Figure 2. Representative molecular pathway for schizophrenia: fine tuning of the glutamate synapse.

Recent advances in human genetics, from both GWAS and large-scale sequencing, have further supported the significance of fine-tuning of glutamatergic neurotransmission in the pathology of schizophrenia. The genes underscored by these studies include those encoding the glutamate receptor, ionotropic, N-methyl D-aspartate 2A (GRIN2A); glutamate receptor ionotropic, AMPA 1 (GRIA1); serine racemase (SRR); calcium channel, voltage-dependent (VDCC), L type, alpha 1C subunit; the ARC complex, and a number of proteins located in, or associated with, the postsynaptic density of glutamatergic synapses.
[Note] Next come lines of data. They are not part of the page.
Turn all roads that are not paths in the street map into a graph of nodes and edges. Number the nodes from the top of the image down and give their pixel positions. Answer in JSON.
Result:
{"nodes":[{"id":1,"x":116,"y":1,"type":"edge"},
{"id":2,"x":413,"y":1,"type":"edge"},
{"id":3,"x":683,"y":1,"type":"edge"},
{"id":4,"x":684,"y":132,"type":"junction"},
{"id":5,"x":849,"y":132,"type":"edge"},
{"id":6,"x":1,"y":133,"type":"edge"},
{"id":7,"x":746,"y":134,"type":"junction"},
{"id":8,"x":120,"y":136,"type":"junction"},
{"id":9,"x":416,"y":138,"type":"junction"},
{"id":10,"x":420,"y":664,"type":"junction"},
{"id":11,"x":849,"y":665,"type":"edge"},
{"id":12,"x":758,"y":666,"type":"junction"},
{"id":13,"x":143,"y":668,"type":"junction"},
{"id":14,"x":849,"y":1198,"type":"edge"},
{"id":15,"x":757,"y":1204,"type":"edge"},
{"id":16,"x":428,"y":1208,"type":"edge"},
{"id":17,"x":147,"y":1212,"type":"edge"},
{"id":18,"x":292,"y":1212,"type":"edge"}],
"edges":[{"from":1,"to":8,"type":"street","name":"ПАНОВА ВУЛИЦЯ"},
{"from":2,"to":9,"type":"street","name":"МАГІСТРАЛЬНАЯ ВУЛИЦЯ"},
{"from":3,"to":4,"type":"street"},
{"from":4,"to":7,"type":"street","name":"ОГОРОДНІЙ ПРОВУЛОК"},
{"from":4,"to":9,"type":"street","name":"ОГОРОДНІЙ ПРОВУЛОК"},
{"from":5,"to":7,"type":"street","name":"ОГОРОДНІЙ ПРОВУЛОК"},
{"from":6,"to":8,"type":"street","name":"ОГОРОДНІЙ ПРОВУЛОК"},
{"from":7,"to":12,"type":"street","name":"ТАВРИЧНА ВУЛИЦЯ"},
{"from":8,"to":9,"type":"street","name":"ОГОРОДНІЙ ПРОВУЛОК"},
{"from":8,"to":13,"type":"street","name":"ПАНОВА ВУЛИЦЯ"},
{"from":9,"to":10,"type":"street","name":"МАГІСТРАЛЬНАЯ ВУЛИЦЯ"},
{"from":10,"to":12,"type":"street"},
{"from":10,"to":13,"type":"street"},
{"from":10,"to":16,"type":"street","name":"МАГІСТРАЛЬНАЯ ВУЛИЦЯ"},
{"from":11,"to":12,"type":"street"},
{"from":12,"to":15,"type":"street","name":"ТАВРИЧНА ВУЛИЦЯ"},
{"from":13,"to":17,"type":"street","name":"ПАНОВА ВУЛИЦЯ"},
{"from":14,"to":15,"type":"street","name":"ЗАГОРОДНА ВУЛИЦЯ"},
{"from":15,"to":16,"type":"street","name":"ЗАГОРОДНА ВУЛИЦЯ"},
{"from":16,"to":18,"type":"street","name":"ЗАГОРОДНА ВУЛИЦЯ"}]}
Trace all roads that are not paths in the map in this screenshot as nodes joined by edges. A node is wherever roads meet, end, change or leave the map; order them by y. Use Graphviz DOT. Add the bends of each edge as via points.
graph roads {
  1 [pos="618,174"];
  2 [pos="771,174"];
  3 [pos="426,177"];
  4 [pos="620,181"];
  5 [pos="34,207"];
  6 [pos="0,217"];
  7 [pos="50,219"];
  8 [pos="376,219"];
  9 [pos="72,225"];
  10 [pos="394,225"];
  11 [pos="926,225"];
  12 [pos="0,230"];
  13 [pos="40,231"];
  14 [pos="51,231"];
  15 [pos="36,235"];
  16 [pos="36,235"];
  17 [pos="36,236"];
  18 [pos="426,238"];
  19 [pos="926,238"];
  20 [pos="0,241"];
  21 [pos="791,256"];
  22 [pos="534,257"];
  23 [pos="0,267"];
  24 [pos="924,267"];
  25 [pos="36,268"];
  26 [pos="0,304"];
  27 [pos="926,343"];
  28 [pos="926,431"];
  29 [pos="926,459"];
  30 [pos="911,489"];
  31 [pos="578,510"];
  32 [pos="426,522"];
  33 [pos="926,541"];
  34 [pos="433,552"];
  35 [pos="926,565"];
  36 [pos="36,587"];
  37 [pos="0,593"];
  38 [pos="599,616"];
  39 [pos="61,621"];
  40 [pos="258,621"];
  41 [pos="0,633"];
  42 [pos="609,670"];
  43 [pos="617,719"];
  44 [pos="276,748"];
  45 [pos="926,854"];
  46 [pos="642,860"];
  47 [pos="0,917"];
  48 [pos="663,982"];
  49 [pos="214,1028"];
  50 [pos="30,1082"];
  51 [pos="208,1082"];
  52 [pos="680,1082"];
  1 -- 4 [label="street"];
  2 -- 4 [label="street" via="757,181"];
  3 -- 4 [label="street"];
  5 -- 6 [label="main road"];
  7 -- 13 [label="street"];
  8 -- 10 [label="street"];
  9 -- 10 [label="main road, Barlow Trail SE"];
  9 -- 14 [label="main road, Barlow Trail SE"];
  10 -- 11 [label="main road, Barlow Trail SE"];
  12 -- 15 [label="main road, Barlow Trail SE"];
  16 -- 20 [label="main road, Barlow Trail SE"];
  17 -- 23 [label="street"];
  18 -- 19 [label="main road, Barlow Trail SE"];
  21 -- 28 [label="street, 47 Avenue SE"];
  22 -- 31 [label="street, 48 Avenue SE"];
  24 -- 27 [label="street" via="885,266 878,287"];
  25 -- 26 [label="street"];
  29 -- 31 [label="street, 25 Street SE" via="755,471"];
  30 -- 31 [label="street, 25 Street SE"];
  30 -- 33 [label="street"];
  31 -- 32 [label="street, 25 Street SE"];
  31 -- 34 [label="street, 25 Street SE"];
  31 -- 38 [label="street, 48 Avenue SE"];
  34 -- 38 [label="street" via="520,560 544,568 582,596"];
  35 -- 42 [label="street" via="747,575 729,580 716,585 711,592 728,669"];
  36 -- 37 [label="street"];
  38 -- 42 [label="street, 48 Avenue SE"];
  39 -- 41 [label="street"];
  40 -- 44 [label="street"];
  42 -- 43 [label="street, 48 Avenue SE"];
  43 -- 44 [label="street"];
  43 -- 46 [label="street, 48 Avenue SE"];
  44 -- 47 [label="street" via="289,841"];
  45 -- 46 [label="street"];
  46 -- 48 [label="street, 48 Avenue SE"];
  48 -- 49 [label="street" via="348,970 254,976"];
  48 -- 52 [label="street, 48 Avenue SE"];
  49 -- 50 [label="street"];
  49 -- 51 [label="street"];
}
The N-methyl D-aspartate (NMDA)-type glutamate receptors are fine tuned by a co-agonist D-serine, which is synthesized by SRR. The GRIN2A subunit (in dark green) dimerizes with other type of subunit, forming the NMDA receptors, whereas the GRIA1 subunit (in brown) also forms heterodimers for the AMPA receptors. VDCCs (e.g., the protein encoded by the CACNA1C gene) are also likely to be involved in tuning neural excitability and synaptic transmission via intracellular calcium signaling. Proteins associated with postsynaptic scaffold include PSD95, Stargazin, several kinases, Rho/Cdc42/Rac small G-proteins, and ARC complex. In response to activation of glutamate receptors, these proteins convey intracellular signaling that underlies cytoskeletal regulation and receptor trafficking crucial for synaptic plasticity.